Here the job is to return only the lines of the material, exactly, from the first one to the line with "pinky tip: (200, 171)".
Material for the task START
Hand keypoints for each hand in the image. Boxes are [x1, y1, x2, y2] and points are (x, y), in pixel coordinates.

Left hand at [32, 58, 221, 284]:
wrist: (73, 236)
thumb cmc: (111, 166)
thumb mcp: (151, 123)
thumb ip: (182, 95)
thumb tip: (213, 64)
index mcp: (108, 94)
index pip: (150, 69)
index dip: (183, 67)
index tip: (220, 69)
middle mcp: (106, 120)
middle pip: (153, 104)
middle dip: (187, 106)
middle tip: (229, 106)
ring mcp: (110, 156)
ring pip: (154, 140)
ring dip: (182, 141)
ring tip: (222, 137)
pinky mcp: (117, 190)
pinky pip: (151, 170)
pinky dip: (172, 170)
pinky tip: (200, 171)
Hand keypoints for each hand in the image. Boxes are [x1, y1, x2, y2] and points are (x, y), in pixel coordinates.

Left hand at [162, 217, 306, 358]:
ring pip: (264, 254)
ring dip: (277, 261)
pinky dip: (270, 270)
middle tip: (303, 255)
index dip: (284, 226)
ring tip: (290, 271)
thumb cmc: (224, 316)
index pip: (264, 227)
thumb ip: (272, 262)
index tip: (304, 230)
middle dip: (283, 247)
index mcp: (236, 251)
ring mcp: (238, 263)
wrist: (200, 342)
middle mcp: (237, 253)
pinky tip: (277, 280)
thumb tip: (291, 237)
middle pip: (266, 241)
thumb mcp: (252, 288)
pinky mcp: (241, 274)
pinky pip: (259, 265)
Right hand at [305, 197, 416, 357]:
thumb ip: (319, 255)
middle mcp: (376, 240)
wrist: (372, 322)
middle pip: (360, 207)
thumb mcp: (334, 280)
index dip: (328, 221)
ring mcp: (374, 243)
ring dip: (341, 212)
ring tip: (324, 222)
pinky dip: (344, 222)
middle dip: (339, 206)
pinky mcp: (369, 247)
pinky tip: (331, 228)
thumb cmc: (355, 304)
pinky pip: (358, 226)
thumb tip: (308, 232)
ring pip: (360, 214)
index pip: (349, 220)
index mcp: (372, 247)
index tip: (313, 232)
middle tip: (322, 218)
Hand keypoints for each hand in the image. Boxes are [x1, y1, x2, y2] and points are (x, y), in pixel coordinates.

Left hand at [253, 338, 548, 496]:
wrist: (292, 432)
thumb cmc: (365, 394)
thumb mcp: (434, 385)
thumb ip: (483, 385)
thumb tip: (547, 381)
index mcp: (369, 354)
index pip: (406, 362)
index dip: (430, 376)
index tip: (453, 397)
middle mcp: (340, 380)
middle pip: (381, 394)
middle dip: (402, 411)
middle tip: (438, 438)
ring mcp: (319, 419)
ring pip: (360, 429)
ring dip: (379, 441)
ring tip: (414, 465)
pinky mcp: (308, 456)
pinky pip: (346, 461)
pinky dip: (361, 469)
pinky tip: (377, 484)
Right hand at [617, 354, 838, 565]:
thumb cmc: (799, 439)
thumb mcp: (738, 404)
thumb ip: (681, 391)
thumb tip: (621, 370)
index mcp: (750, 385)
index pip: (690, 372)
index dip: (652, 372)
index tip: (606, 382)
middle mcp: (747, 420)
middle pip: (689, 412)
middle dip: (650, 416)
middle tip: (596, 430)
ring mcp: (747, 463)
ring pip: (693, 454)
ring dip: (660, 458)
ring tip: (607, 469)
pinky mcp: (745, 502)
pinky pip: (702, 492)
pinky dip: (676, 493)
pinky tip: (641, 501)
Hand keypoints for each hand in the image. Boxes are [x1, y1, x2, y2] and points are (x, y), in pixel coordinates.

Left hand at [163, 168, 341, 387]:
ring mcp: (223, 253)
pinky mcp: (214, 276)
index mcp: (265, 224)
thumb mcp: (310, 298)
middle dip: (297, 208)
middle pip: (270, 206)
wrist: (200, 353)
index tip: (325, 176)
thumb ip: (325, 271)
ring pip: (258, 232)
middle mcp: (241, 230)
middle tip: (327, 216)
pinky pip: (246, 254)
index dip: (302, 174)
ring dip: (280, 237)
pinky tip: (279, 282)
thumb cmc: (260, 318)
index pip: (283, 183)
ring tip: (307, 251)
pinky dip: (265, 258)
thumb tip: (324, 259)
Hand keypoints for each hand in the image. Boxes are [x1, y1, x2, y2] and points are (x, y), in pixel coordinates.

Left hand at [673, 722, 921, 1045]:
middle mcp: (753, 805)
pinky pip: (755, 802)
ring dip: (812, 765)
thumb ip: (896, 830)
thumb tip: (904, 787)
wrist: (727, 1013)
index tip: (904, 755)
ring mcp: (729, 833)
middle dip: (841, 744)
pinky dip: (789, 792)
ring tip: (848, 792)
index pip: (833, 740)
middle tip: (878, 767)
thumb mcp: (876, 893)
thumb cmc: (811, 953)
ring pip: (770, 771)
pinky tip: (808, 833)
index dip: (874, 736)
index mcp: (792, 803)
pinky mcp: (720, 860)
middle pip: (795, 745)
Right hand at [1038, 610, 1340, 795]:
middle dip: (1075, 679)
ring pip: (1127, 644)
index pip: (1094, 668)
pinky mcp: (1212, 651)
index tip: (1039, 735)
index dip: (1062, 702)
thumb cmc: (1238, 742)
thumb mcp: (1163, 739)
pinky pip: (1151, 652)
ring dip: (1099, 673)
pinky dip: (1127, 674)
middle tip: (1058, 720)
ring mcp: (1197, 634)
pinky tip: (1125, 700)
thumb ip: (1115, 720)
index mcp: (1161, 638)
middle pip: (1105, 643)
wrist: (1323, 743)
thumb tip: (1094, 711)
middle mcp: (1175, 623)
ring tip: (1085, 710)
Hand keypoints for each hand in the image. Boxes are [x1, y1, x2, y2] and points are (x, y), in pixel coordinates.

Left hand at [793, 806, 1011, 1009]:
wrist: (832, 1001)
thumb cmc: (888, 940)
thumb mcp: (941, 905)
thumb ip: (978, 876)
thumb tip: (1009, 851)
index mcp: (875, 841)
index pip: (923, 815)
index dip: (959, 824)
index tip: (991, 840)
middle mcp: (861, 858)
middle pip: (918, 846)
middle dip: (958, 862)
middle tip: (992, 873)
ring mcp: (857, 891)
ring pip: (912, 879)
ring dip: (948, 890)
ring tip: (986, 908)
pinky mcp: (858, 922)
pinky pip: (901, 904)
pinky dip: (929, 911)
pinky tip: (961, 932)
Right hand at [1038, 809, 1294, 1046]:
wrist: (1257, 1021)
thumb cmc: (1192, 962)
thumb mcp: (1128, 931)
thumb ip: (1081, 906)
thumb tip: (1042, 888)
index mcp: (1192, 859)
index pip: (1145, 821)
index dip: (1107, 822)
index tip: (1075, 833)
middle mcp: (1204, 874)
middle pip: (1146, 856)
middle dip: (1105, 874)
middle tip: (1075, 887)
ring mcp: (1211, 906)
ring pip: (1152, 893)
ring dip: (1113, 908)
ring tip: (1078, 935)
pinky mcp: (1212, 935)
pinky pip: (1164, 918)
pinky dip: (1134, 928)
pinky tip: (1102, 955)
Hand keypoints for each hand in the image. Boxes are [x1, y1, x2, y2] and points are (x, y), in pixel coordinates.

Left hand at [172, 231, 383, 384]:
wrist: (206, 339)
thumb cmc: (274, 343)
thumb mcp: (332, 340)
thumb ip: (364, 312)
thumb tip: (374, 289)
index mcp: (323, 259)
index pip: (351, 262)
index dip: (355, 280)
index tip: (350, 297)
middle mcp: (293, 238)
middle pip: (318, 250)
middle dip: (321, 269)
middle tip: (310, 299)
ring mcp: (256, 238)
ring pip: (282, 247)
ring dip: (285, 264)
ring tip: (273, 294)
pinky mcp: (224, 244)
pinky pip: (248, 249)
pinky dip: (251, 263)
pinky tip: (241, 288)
Material for the task END
Reply to the task ▸
Hand keypoints for each hand in the image. Boxes are [x1, y1, x2, y2] and points are (x, y), in pixel coordinates.

Left hand at [32, 58, 221, 284]:
wrist: (73, 236)
thumb cmc: (111, 166)
thumb mcp: (151, 123)
thumb ip: (182, 95)
thumb tip: (213, 64)
index mcp: (108, 94)
index pip: (150, 69)
index dip: (183, 67)
index tip: (220, 69)
middle mcp: (106, 120)
middle pip: (153, 104)
middle dip: (187, 106)
middle tip: (229, 106)
ring mcp: (110, 156)
ring pip: (154, 140)
ring dip: (182, 141)
ring tip: (222, 137)
pinky mcp: (117, 190)
pinky pip: (151, 170)
pinky dip: (172, 170)
pinky tip: (200, 171)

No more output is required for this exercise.